▶ **Goal of the exercise**
Without the pictures, copy all the entries below exactly.

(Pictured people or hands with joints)
Start of Block
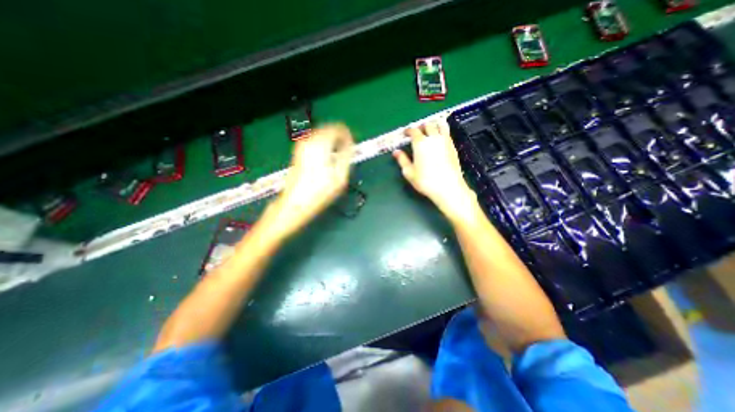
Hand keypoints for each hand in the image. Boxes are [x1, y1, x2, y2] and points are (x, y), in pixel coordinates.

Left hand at [263, 125, 354, 238]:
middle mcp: (309, 142)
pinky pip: (314, 140)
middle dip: (339, 135)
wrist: (295, 202)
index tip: (353, 142)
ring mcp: (301, 146)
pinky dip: (323, 143)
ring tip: (339, 151)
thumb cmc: (319, 192)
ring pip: (320, 133)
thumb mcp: (339, 177)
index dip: (347, 134)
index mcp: (320, 146)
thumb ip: (347, 157)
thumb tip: (351, 144)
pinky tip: (328, 154)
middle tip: (348, 146)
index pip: (336, 129)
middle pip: (327, 128)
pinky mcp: (298, 152)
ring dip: (331, 139)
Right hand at [396, 120, 476, 219]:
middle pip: (428, 125)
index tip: (406, 133)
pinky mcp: (453, 146)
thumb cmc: (426, 181)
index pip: (414, 131)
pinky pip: (447, 133)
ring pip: (440, 125)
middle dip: (421, 126)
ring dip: (434, 125)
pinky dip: (442, 131)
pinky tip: (439, 138)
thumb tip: (396, 152)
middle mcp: (433, 138)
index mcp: (420, 143)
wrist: (448, 187)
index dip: (409, 130)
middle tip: (417, 131)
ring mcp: (445, 141)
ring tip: (430, 130)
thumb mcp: (409, 172)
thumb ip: (402, 160)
End of Block
▶ **Your response**
Hand keypoints for each hand in the image. Boxes are [x1, y1, x2, y2] and points are (x, y), in pixel coordinates.

Left hand at [263, 125, 354, 238]:
middle mcp: (309, 142)
pinky pip: (314, 140)
middle dip: (339, 135)
wrist: (295, 202)
index tip: (353, 142)
ring mcp: (301, 146)
pinky dip: (323, 143)
ring tip: (339, 151)
thumb cmc: (319, 192)
ring pip: (320, 133)
thumb mcp: (339, 177)
index dip: (347, 134)
index mcp: (320, 146)
thumb ip: (347, 157)
thumb tip: (351, 144)
pinky tip: (328, 154)
middle tip: (348, 146)
index pip: (336, 129)
middle pip: (327, 128)
pinky mcp: (298, 152)
ring dip: (331, 139)
Right hand at [396, 120, 476, 219]:
middle pip: (428, 125)
index tip: (406, 133)
pinky mcp: (453, 146)
thumb cmc: (426, 181)
index pip: (414, 131)
pinky pip: (447, 133)
ring pip: (440, 125)
middle dip: (421, 126)
ring dip: (434, 125)
pinky dip: (442, 131)
pinky tip: (439, 138)
thumb tip: (396, 152)
middle mcp: (433, 138)
index mcp: (420, 143)
wrist: (448, 187)
index dip: (409, 130)
middle tip: (417, 131)
ring mcp: (445, 141)
ring tip: (430, 130)
thumb mcp: (409, 172)
thumb ip: (402, 160)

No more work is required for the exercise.